I am so not knowing how to use this IDE (Visual Studio 2013), is it related to that? do you mind telling me about this profiler stuff?

I have used the Very Sleepy profiler (not part of visual studio) to do my profiling. I dont think visual studio express edition has a profiler.

I understand what you intend to do with the map, but to me it seems as if you would have 3 maps: 1 for A, 1 for B, 1 for C, because the MemoryPool class itself is templated. (so you have MemoryPool<A> with its map, MemoryPool<B> with another map etc.)

Looking at the code it seems as if the MemoryPool class itself does not need to be a template. Only some of the functions (the allocation ones) need to be. This would probably fix it.

o3o

I have used the Very Sleepy profiler (not part of visual studio) to do my profiling. I dont think visual studio express edition has a profiler.

I understand what you intend to do with the map, but to me it seems as if you would have 3 maps: 1 for A, 1 for B, 1 for C, because the MemoryPool class itself is templated. (so you have MemoryPool<A> with its map, MemoryPool<B> with another map etc.)

Looking at the code it seems as if the MemoryPool class itself does not need to be a template. Only some of the functions (the allocation ones) need to be. This would probably fix it.

I'll check on that profiler, thanks!

That's the funny thing though, the memoryPool in Object is static, so I am assuming it is only one. What I thought is (here's the dangerous part), the memoryPool attached to Object would adapt to whichever who wants to use it (A, B, or C). So again, since memoryPool is only one as static, I assume that the map in memoryPool is shared and dynamically adapt whoever is using it whether it's A, B, or C. But I can't really tell if this is correct or not (anyone please clarify).

Hmm I thought about that too, I'll give in another shot.

The key issue is that MemoryPool<Foo> is a different type than MemoryPool<Bar>. This means that static members are not shared between the two different pools.

Wielder of the Sacred Wands
[Work - ArenaNet] [Epoch Language] [Scribblings]

EDIT:

You might want to consider a less intrusive option. Your classes probably should not know where and how they are allocated.

Any idea of the usage? I don't seem to understand the less intrusive option should be. Is it because it has to inherit Object with template?

The key issue is that MemoryPool<Foo> is a different type than MemoryPool<Bar>. This means that static members are not shared between the two different pools.
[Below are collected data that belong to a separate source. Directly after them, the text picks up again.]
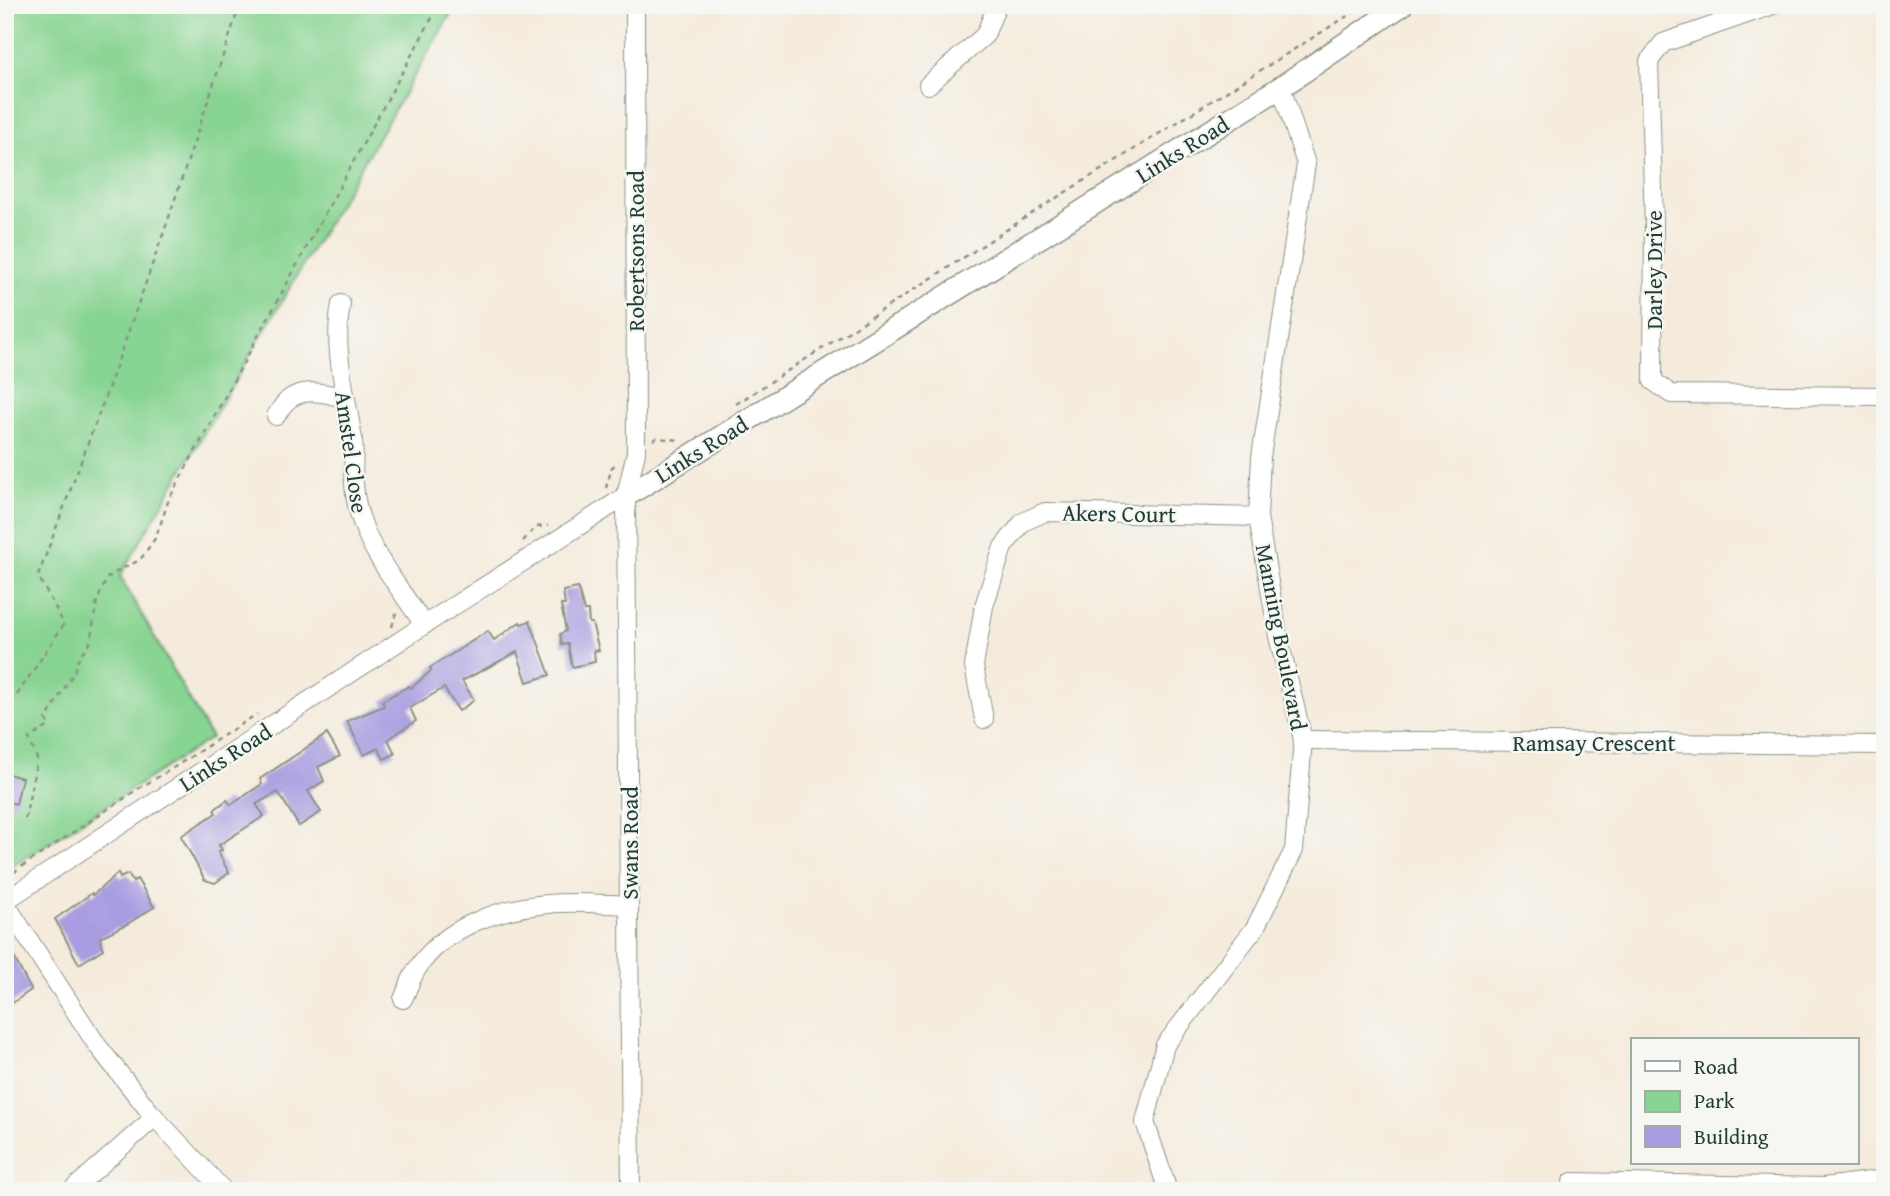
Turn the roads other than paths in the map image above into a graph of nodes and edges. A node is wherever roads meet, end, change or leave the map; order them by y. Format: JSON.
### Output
{"nodes":[{"id":1,"x":635,"y":5,"type":"edge"},
{"id":2,"x":997,"y":5,"type":"edge"},
{"id":3,"x":1402,"y":5,"type":"edge"},
{"id":4,"x":1773,"y":5,"type":"edge"},
{"id":5,"x":928,"y":85,"type":"dead end"},
{"id":6,"x":1281,"y":87,"type":"junction"},
{"id":7,"x":341,"y":304,"type":"dead end"},
{"id":8,"x":1885,"y":396,"type":"edge"},
{"id":9,"x":345,"y":399,"type":"junction"},
{"id":10,"x":276,"y":416,"type":"dead end"},
{"id":11,"x":616,"y":492,"type":"junction"},
{"id":12,"x":1258,"y":517,"type":"junction"},
{"id":13,"x":425,"y":625,"type":"junction"},
{"id":14,"x":984,"y":719,"type":"dead end"},
{"id":15,"x":1303,"y":740,"type":"junction"},
{"id":16,"x":1885,"y":745,"type":"edge"},
{"id":17,"x":5,"y":902,"type":"edge"},
{"id":18,"x":629,"y":905,"type":"junction"},
{"id":19,"x":403,"y":999,"type":"dead end"},
{"id":20,"x":155,"y":1117,"type":"junction"},
{"id":21,"x":1885,"y":1180,"type":"edge"},
{"id":22,"x":1572,"y":1182,"type":"dead end"},
{"id":23,"x":71,"y":1191,"type":"edge"},
{"id":24,"x":224,"y":1191,"type":"edge"},
{"id":25,"x":631,"y":1191,"type":"edge"},
{"id":26,"x":1168,"y":1191,"type":"edge"}],
"edges":[{"from":1,"to":11,"type":"street","name":"Robertsons Road"},
{"from":2,"to":5,"type":"street"},
{"from":3,"to":6,"type":"street","name":"Links Road"},
{"from":4,"to":8,"type":"street","name":"Darley Drive"},
{"from":6,"to":11,"type":"street","name":"Links Road"},
{"from":6,"to":12,"type":"street","name":"Manning Boulevard"},
{"from":7,"to":9,"type":"street","name":"Amstel Close"},
{"from":9,"to":10,"type":"street"},
{"from":9,"to":13,"type":"street","name":"Amstel Close"},
{"from":11,"to":13,"type":"street","name":"Links Road"},
{"from":11,"to":18,"type":"street","name":"Swans Road"},
{"from":12,"to":14,"type":"street","name":"Akers Court"},
{"from":12,"to":15,"type":"street","name":"Manning Boulevard"},
{"from":13,"to":17,"type":"street","name":"Links Road"},
{"from":15,"to":16,"type":"street","name":"Ramsay Crescent"},
{"from":15,"to":26,"type":"street","name":"Manning Boulevard"},
{"from":17,"to":20,"type":"street"},
{"from":18,"to":19,"type":"street"},
{"from":18,"to":25,"type":"street","name":"Swans Road"},
{"from":20,"to":23,"type":"street"},
{"from":20,"to":24,"type":"street"},
{"from":21,"to":22,"type":"street"}]}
Oh my I didn't know that at all. Well that clears up what Waterlimon suggested then, that memoryPool probably won't need to be a template. laugh.png

I guess I have to learn more on how this template works. Thanks ApochPiQ! biggrin.png

After the clarification about the template issue, I tried to remove the map and decided to use the template instead. It removes the needs to find which pool I have to allocate (due to map), which increases the performance slightly (up to 0.1 sec) compare to the one that uses map and without template. If I reserve the capacity (by the total number of the test), it is reduced to 0.23 sec! The number of classes that would need this would probably at hundreds or less, unless doing such template that way is very expensive (I don't know).

EDIT: As Waterlimon suggested, I've changed the benchmark against the Car class to be quite a bit the same as Entity. The Car class now inherits Vehicle, where it has to pass a string through its constructor and save it to a name variable. Apparently this is the culprit. Now the Car increases up to 0.5x seconds!

Now everything looks quite normal, as a matter of fact, better!

Thanks a bunch guys!! you guys are very helpful. laugh.png


The Car class now inherits Vehicle, where it has to pass a string through its constructor and save it to a name variable. Apparently this is the culprit.

Are you passing those strings by const reference, or copying them at every step?

Failing to pass complex objects (like string, vector, etc) by const reference will result in a lot of unnecessary copies, which tends to put a serious damper on performance.